63    The appellant also referred to the observations of Rares J in SZOOR v Minister for Immigration and Citizenship and Another (2012) 202 FCR 1 at [15]:

The approach to irrationality or illogicality dictated by the authorities in the High Court appears to be that even if the decision-maker's articulation of how and why he or she went from the facts to the decision is not rational or logical, if someone else could have done so on the evidence, the decision is not one that will be set aside. It is only if no decision-maker could have followed that path, and despite the reasons given by the actual decision-maker, that the decision will be found to have been made by reason of a jurisdictional error.

64    Counsel for the appellant volunteered that, on this ground, the appellant faced “a very high standard”. That observation was well-made. In my view, this ground of appeal cannot be sustained. It is a fair inference from [112] of the second respondent’s reasons that his concern about the appellant not appearing to have thought about the question he was asked was a concern related to the completeness and reliability of the appellant’s evidence. This was but one matter that the second respondent had identified in that part of his reasons as causing him concern in that regard. I have already quoted [113] of the second respondent’s reasons (see [52] above), which stands as the culmination of those concerns: the second respondent was not prepared to accept all the appellant’s refugee claims and evidence at face value.

65    The appellant’s submissions give this particularly expressed concern by the second respondent a significance which it plainly does not have. It was but one matter which, taken with others, led to the interim conclusion stated in [113] of the reasons. That conclusion, itself, was only a step along the way to the second respondent’s ultimate conclusion that he was not satisfied that the appellant was a stateless, undocumented Faili Kurd who would be denied entry into Iran in the future, or who would face a real chance of discrimination or other mistreatment amounting to persecution if he succeeded. That decision was based on a large number of considerations, which were fully identified and articulated in the reasons.

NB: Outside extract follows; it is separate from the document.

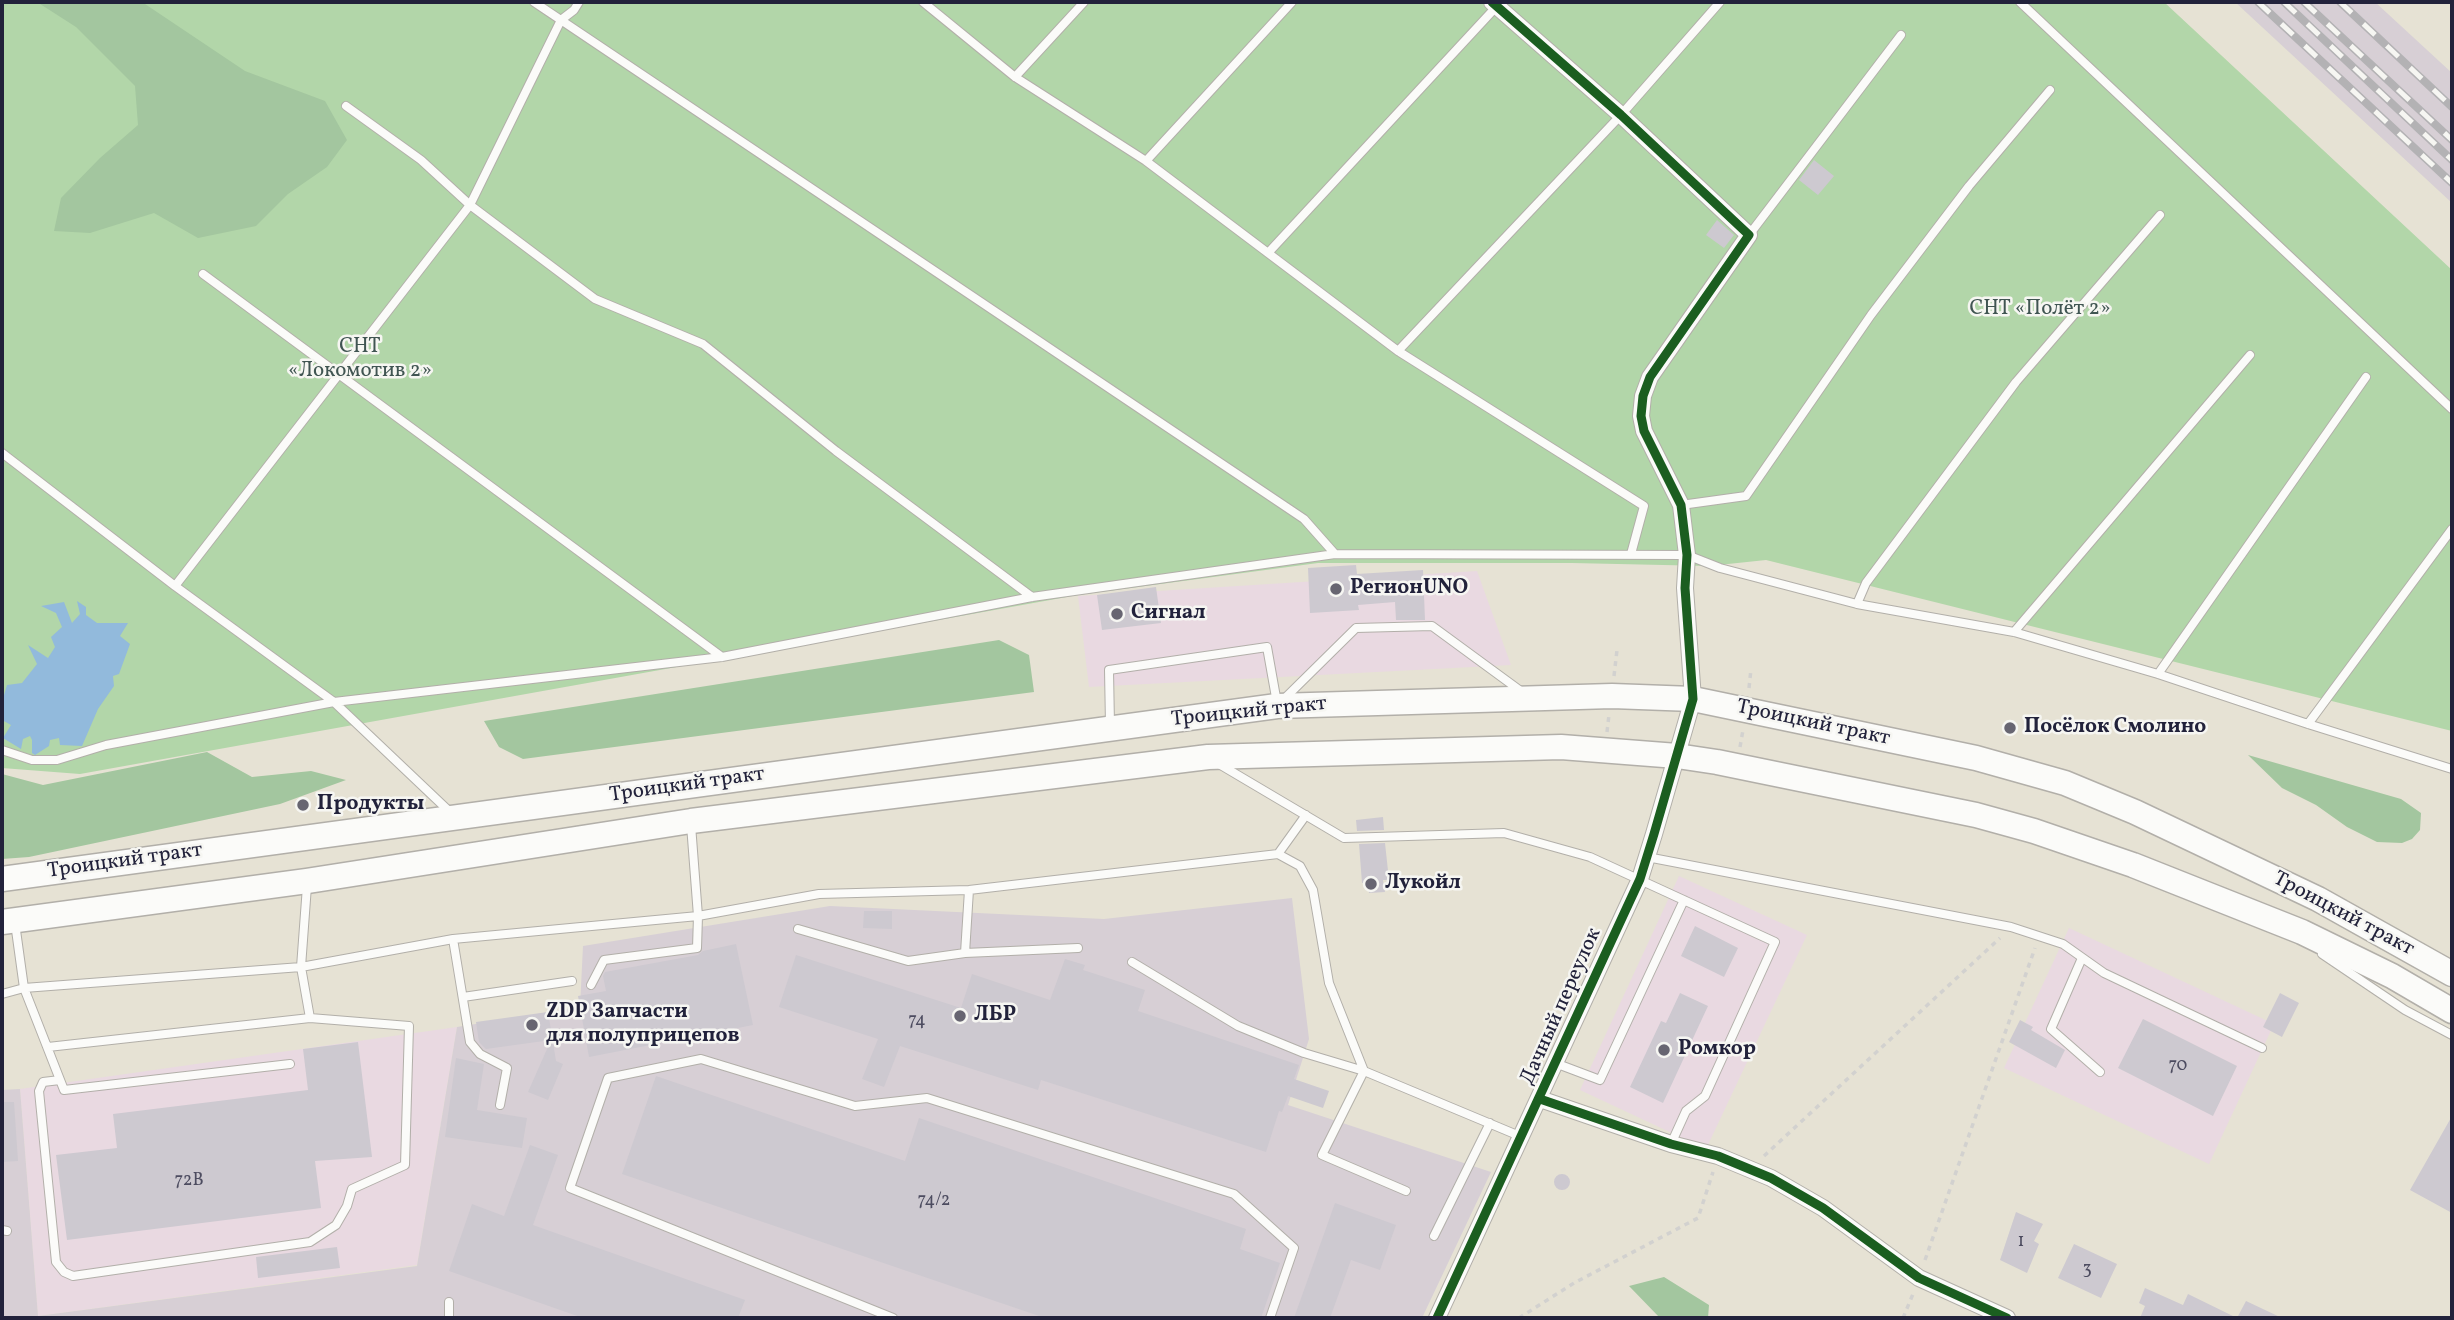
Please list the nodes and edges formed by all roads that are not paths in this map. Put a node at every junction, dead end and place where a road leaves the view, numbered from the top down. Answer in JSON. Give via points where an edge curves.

66    In my view, the appellant’s criticism of the particular concern expressed by the second respondent is misplaced. The proposition advanced in the appellant’s submission on appeal – that, relevantly, poverty does not inhibit the size of families – was, in my view, the very sentiment expressed by the second respondent which led him to reflect that, by giving the answer he did, the appellant had not really thought about the question he had been asked. This was but one matter, amongst a number of other matters, that led the second respondent to question, generally, the completeness and reliability of the appellant’s evidence. But, regardless of whether criticism can be made of the second respondent’s particular concern to which this ground of appeal is specifically directed, it cannot be said that his state of non-satisfaction on the ultimate question for determination was, as a consequence, arbitrary or capricious: Minister for Immigration and Citizenship v SZOCT and Another (2010) 189 FCR 577 at [83]-[84] per Nicholas J; SZNKO v Minister for Immigration and Citizenship [2013] FCA 123 at [111]-[113] and [125] per Barker J. Accordingly, this ground of appeal fails.

Disposition

67    The appellant has failed to establish error on the part of the Federal Magistrates Court by reference to the grounds of appeal which were finally pressed. It follows that the appeal must be dismissed, with costs.

I certify that the preceding sixty-seven (67) numbered paragraphs are a true copy of the Reasons for Judgment herein of the Honourable Justice Yates.